What number of lines in the entries hold the string "place"? Answer with it alone.

---------------

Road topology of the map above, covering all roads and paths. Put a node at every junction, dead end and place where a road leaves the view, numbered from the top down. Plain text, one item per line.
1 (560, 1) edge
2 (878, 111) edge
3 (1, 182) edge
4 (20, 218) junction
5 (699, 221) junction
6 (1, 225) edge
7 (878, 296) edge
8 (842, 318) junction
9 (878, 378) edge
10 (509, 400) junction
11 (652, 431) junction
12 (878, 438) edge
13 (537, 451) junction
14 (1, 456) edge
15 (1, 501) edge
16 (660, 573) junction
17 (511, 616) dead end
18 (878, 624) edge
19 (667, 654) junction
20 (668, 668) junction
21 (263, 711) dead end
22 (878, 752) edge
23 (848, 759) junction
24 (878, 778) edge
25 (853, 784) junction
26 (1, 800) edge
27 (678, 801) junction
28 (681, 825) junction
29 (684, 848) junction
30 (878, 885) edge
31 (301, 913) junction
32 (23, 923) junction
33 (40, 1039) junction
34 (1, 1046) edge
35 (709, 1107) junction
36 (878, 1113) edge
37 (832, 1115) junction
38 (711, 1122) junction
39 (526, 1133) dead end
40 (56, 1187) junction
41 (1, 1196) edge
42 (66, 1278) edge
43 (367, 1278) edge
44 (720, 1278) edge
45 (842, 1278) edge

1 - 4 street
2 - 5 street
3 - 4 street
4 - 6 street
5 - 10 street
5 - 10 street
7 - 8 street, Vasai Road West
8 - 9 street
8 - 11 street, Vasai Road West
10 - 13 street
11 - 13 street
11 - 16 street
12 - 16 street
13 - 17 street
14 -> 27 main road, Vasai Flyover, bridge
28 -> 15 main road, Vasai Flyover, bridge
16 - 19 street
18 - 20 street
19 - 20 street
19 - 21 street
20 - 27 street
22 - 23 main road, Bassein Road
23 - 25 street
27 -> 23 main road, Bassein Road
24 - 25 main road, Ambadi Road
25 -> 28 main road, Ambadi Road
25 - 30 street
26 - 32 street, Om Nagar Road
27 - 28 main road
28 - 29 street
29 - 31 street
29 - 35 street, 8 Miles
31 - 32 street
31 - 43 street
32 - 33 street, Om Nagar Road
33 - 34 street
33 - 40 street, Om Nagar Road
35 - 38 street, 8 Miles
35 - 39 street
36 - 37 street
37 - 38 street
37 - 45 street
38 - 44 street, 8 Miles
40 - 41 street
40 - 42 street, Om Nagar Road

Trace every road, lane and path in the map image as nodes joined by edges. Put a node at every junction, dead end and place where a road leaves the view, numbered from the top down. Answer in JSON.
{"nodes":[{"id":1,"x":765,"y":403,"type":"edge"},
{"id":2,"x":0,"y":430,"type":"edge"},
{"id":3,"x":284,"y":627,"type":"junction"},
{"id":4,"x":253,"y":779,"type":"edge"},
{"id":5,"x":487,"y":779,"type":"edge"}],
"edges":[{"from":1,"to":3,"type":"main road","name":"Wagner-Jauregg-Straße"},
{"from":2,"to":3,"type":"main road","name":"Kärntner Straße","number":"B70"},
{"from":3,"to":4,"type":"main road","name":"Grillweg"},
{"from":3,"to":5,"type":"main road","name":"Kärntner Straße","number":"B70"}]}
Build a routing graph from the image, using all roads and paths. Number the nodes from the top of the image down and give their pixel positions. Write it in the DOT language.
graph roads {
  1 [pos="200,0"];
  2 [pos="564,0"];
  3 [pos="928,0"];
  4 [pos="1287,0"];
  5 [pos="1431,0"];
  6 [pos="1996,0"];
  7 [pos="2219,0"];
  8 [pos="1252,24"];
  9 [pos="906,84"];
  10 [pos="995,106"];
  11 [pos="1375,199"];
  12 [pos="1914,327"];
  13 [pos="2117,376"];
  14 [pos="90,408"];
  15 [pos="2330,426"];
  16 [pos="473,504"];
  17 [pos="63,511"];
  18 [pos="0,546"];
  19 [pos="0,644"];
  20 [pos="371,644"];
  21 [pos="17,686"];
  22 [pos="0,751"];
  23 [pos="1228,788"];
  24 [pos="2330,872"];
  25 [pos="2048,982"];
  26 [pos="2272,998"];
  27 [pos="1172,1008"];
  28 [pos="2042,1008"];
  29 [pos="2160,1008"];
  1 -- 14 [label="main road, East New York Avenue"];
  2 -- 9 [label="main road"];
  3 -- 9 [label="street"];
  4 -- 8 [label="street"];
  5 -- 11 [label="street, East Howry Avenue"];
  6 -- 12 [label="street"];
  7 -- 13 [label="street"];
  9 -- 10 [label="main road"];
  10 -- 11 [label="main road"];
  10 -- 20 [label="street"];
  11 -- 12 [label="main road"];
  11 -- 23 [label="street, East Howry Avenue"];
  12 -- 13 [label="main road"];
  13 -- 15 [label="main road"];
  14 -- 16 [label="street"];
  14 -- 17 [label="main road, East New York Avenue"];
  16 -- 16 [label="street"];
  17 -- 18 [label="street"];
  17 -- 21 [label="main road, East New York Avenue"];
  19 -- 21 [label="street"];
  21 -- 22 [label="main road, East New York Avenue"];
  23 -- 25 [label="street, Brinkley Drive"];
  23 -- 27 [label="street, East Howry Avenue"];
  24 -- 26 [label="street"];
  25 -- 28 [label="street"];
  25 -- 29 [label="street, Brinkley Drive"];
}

---------------

Output for this task
2